▸ Exercise details
Instruction for the entries that follow: retype exactly the lines from the line with "Quick job: Parse" to the line with "Quick job: Read", both included, and omit all others.

══════════════════════════════

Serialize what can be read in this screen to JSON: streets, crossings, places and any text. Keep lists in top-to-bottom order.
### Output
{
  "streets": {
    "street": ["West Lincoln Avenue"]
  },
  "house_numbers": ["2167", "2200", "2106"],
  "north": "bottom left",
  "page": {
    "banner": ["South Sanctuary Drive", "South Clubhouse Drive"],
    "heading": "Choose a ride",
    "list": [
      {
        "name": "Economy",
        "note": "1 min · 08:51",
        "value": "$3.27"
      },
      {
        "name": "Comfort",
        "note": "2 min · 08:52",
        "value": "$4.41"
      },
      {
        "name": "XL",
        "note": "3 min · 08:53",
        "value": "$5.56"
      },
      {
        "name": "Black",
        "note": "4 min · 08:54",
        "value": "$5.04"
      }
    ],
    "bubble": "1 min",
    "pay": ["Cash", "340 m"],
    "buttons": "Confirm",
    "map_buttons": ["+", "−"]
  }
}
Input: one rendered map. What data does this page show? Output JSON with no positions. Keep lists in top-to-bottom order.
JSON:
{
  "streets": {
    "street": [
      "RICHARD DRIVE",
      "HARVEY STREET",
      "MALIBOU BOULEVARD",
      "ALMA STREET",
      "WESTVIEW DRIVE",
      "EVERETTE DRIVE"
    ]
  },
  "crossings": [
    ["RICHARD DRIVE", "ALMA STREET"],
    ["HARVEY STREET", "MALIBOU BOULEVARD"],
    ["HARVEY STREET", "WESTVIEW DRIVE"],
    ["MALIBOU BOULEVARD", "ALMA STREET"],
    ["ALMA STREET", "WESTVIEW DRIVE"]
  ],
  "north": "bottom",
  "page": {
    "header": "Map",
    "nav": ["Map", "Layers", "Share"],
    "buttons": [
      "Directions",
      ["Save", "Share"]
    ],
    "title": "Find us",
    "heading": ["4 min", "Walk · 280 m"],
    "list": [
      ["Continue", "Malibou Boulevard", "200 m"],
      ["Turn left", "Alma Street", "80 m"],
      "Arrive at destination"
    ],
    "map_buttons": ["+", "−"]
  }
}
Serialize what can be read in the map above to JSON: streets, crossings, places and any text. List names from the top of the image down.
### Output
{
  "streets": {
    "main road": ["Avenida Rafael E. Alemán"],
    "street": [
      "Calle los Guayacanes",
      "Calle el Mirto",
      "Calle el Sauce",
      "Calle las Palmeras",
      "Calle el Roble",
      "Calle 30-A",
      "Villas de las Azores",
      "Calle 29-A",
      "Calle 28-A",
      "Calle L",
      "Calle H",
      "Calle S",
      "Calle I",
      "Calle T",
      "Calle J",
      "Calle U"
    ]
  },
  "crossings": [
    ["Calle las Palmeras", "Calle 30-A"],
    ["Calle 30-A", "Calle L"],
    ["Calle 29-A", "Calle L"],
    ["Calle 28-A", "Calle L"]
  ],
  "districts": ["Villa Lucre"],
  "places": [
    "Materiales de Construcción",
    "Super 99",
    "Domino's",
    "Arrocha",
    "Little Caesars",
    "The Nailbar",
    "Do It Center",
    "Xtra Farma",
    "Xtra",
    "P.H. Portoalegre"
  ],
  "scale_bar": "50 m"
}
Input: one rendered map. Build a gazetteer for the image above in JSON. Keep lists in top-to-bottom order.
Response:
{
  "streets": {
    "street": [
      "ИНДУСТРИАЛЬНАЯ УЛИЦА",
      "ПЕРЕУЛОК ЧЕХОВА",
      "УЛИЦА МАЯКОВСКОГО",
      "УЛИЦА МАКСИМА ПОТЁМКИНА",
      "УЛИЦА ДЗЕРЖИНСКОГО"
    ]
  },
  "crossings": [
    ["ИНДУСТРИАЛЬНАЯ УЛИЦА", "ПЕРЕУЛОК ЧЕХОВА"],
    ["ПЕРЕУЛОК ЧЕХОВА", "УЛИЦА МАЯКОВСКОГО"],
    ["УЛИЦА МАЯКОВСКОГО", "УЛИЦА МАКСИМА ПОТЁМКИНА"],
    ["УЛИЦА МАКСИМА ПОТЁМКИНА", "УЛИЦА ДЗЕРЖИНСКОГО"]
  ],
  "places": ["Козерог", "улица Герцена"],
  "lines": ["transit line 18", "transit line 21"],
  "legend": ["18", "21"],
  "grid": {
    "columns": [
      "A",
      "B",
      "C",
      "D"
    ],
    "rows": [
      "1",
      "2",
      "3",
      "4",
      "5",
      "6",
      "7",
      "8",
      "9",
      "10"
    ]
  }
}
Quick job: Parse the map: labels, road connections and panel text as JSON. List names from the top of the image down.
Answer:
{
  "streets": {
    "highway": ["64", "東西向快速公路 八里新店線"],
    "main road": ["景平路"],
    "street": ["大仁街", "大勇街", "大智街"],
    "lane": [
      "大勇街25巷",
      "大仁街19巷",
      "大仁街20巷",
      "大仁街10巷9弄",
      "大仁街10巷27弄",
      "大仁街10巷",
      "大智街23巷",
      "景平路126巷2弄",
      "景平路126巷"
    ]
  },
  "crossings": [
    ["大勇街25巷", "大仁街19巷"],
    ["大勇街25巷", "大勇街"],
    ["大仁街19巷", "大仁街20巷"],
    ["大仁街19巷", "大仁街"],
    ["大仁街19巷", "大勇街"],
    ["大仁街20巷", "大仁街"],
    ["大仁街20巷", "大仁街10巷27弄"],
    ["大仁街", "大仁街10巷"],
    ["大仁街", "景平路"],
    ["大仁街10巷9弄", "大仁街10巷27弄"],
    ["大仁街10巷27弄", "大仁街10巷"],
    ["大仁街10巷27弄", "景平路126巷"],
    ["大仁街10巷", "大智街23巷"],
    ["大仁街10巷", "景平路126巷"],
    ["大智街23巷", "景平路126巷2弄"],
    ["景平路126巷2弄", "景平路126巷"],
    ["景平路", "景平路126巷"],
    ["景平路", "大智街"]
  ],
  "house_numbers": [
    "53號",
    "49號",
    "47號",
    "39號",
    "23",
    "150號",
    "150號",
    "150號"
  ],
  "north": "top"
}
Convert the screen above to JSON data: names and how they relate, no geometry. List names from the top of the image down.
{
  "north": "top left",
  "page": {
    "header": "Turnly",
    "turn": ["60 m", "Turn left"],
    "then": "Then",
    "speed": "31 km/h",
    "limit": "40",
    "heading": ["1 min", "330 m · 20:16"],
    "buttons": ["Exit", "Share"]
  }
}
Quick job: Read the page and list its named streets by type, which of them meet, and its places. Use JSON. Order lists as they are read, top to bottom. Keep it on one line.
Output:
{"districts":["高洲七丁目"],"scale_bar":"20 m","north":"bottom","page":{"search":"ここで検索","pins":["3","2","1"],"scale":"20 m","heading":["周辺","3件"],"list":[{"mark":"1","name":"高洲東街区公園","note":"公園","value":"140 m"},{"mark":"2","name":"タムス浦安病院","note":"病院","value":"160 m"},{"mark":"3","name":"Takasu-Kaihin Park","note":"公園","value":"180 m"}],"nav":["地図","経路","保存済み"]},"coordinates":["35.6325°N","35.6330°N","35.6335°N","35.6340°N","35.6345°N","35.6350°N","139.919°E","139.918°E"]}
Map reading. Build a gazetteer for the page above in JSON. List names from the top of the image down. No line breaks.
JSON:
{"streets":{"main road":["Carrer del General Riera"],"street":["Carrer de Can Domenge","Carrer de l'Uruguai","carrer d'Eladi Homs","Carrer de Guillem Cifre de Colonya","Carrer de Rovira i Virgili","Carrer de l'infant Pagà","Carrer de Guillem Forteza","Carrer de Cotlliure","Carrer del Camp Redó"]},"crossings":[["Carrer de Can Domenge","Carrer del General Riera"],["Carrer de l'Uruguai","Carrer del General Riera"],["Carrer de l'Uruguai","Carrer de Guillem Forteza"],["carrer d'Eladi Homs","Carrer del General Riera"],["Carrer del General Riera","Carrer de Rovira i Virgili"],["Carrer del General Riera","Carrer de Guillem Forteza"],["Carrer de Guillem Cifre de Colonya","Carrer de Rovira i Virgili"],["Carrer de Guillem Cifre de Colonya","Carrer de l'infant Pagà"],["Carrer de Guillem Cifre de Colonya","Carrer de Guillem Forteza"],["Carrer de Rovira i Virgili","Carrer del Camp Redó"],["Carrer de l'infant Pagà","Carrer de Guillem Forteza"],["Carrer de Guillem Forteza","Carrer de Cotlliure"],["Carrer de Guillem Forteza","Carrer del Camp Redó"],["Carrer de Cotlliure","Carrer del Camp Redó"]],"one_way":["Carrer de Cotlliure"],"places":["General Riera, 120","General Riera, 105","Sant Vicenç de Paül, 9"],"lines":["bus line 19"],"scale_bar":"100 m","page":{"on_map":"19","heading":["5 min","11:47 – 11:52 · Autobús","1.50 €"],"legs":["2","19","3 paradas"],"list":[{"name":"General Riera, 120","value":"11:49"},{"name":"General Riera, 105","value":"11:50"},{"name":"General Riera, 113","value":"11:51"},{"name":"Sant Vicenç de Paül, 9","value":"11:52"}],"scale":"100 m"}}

══════════════════════════════

▸ Result for this task
Quick job: Parse the map: labels, road connections and panel text as JSON. List names from the top of the image down.
Answer:
{
  "streets": {
    "highway": ["64", "東西向快速公路 八里新店線"],
    "main road": ["景平路"],
    "street": ["大仁街", "大勇街", "大智街"],
    "lane": [
      "大勇街25巷",
      "大仁街19巷",
      "大仁街20巷",
      "大仁街10巷9弄",
      "大仁街10巷27弄",
      "大仁街10巷",
      "大智街23巷",
      "景平路126巷2弄",
      "景平路126巷"
    ]
  },
  "crossings": [
    ["大勇街25巷", "大仁街19巷"],
    ["大勇街25巷", "大勇街"],
    ["大仁街19巷", "大仁街20巷"],
    ["大仁街19巷", "大仁街"],
    ["大仁街19巷", "大勇街"],
    ["大仁街20巷", "大仁街"],
    ["大仁街20巷", "大仁街10巷27弄"],
    ["大仁街", "大仁街10巷"],
    ["大仁街", "景平路"],
    ["大仁街10巷9弄", "大仁街10巷27弄"],
    ["大仁街10巷27弄", "大仁街10巷"],
    ["大仁街10巷27弄", "景平路126巷"],
    ["大仁街10巷", "大智街23巷"],
    ["大仁街10巷", "景平路126巷"],
    ["大智街23巷", "景平路126巷2弄"],
    ["景平路126巷2弄", "景平路126巷"],
    ["景平路", "景平路126巷"],
    ["景平路", "大智街"]
  ],
  "house_numbers": [
    "53號",
    "49號",
    "47號",
    "39號",
    "23",
    "150號",
    "150號",
    "150號"
  ],
  "north": "top"
}
Convert the screen above to JSON data: names and how they relate, no geometry. List names from the top of the image down.
{
  "north": "top left",
  "page": {
    "header": "Turnly",
    "turn": ["60 m", "Turn left"],
    "then": "Then",
    "speed": "31 km/h",
    "limit": "40",
    "heading": ["1 min", "330 m · 20:16"],
    "buttons": ["Exit", "Share"]
  }
}
Quick job: Read the page and list its named streets by type, which of them meet, and its places. Use JSON. Order lists as they are read, top to bottom. Keep it on one line.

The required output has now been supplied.